Trust and loyalty grow when people see that you are listening, learning, and still standing for something clear.
Putting It All Together: A Simple Email Journey
Let us imagine a new customer finding you online and joining your list. How can you design their experience so that trust and loyalty grow with each message?
Here is a simple structure.
Day 0: Signup
They join your list to get a specific free resource that speaks to their need.
Day 0: Welcome email
- Thank them.
- Deliver the resource.
- Introduce yourself briefly with one personal story.
- Tell them what to expect next.
- Ask a simple question and invite a reply.
Week 1: Educational series
Send 3 to 5 short, focused emails that:
- Solve small parts of their problem.
- Share your own experiences, both successes and failures.
- Introduce key concepts they need to know.
At the end of the series, you can invite them to:
- Read a full article.
- Watch a video.
- Consider a paid product if it truly fits.
Weeks 2 and beyond: Regular rhythm
Keep a steady rhythm of:
- Helpful newsletters.
- Occasional well crafted promotions.
- Feedback requests.
- Loyalty messages for long term subscribers and customers.
Over months and years, this gentle process can turn a stranger into:
- A reader.
- A customer.
- A partner.
- A friend.
Common Mistakes to Avoid
Let me save you from some errors I have made at different points.
- Adding people manually without clear permission
It may be tempting to take email addresses from business cards, WhatsApp groups, or event lists and add them to your newsletter. Do not do this. It feels like those random callers who got my number from the newspaper.
- Sending too many emails with little value
If every email is a sale, people will treat you like a street hawker who shouts all day in their face. Even in a busy market, the seller who respects people and speaks with sense gets better customers.
- Copying a foreign tone that is not you
Some email templates from big marketers do not fit our culture and daily reality. If you copy them exactly, your readers will feel the gap. Use ideas, but keep your own voice.
- Hiding the unsubscribe link
You do not keep trust by locking people in. You keep it by giving them the freedom to leave and the reason to stay.
- Ignoring replies
If people take time to respond, honor that.
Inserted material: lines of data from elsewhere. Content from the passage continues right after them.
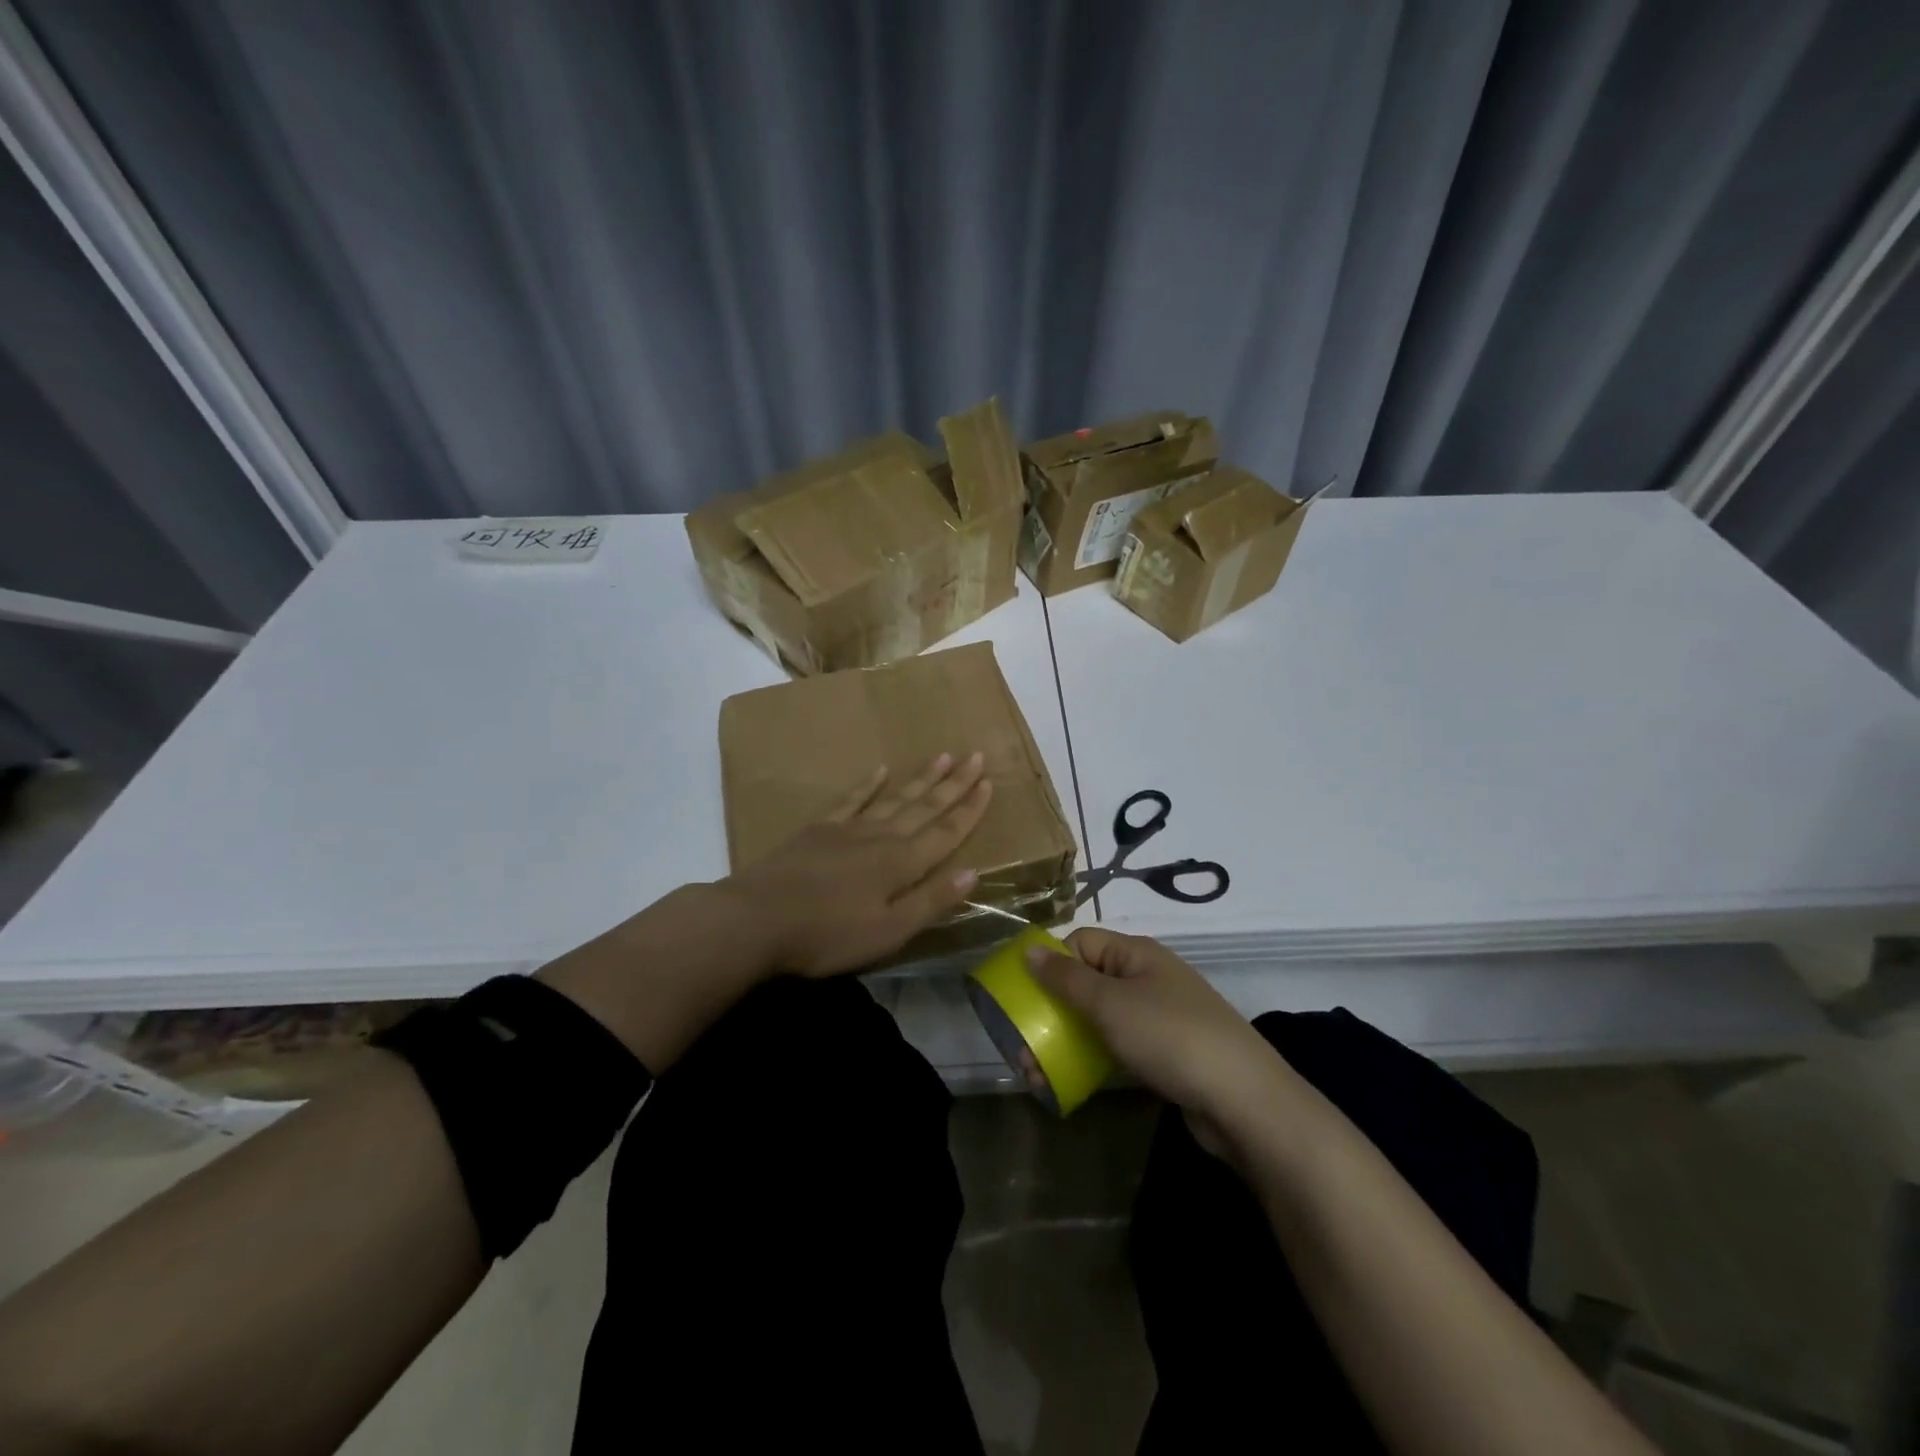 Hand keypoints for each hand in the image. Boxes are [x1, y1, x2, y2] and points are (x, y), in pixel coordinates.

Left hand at [723, 750, 993, 975]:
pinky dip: (869, 785)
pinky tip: (881, 770)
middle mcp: (881, 837)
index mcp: (901, 864)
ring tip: (942, 756)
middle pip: (925, 807)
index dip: (969, 810)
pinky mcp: (819, 829)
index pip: (945, 832)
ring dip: (921, 779)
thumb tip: (974, 872)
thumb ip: (930, 901)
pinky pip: (852, 799)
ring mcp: (848, 829)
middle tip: (976, 756)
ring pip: (894, 798)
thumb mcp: (888, 931)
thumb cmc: (827, 935)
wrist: (756, 919)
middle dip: (954, 784)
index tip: (989, 783)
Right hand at [1026, 929, 1284, 1139]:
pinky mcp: (1168, 1052)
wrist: (1243, 1098)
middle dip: (1055, 1008)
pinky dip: (1097, 1056)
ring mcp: (1160, 1015)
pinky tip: (1078, 1079)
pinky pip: (1121, 1044)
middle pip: (1089, 981)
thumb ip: (1066, 977)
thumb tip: (1029, 949)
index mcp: (1136, 953)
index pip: (1082, 942)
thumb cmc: (1169, 1036)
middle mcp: (1148, 976)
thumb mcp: (1109, 1003)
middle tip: (1025, 1044)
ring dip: (1070, 1037)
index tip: (1027, 996)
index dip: (1053, 963)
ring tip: (1040, 1070)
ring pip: (1103, 1016) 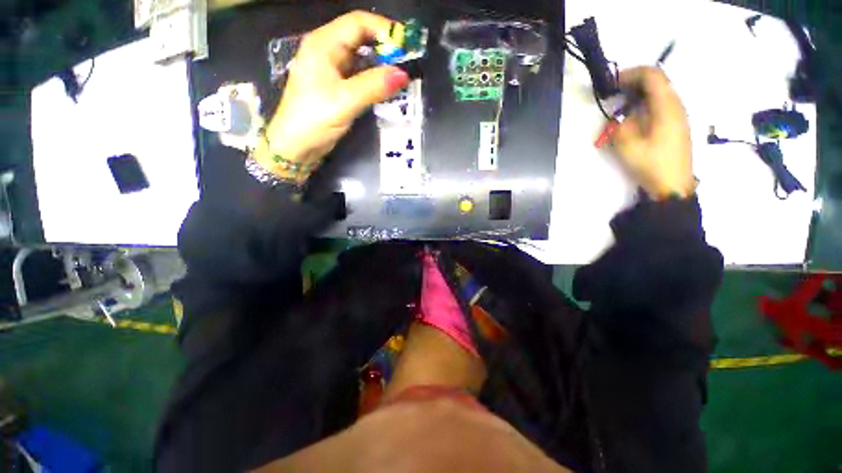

Even a short “Thank you, I appreciate your message” can strengthen the relationship.
Conclusion: Email as an Extension of Your Character
At the end of the day, email marketing is not a trick. It is another place where your character shows.
If you are honest, respectful, and generous in life, that will leak into your emails. If you are greedy, careless, and always looking for shortcuts, that will show up too.
For me, as a pro humanity writer who believes in meaning through being and doing, email is one of the tools under my “Tools” pillar. It supports my “Talks” and “Texts” by allowing me to:
- Encourage readers regularly.
- Share lessons from my journey.
- Offer products and services that can help them move forward.
But I always remind myself:
A bigger list without trust is a crowd that will vanish.
A smaller list with trust is a community that can grow.
So as you build your email marketing, remember:
- Ask for permission. Serious, clear, and respectful.
- Provide value. Practical, emotional, and real.
- Seek feedback. Listen, learn, and adjust.
If you follow these three steps steadily, your emails will become more than digital noise. They will become quiet, faithful messengers that carry your voice from your small room in Juba, Nairobi, Kampala, or anywhere else, into the daily lives of people who are glad you wrote to them.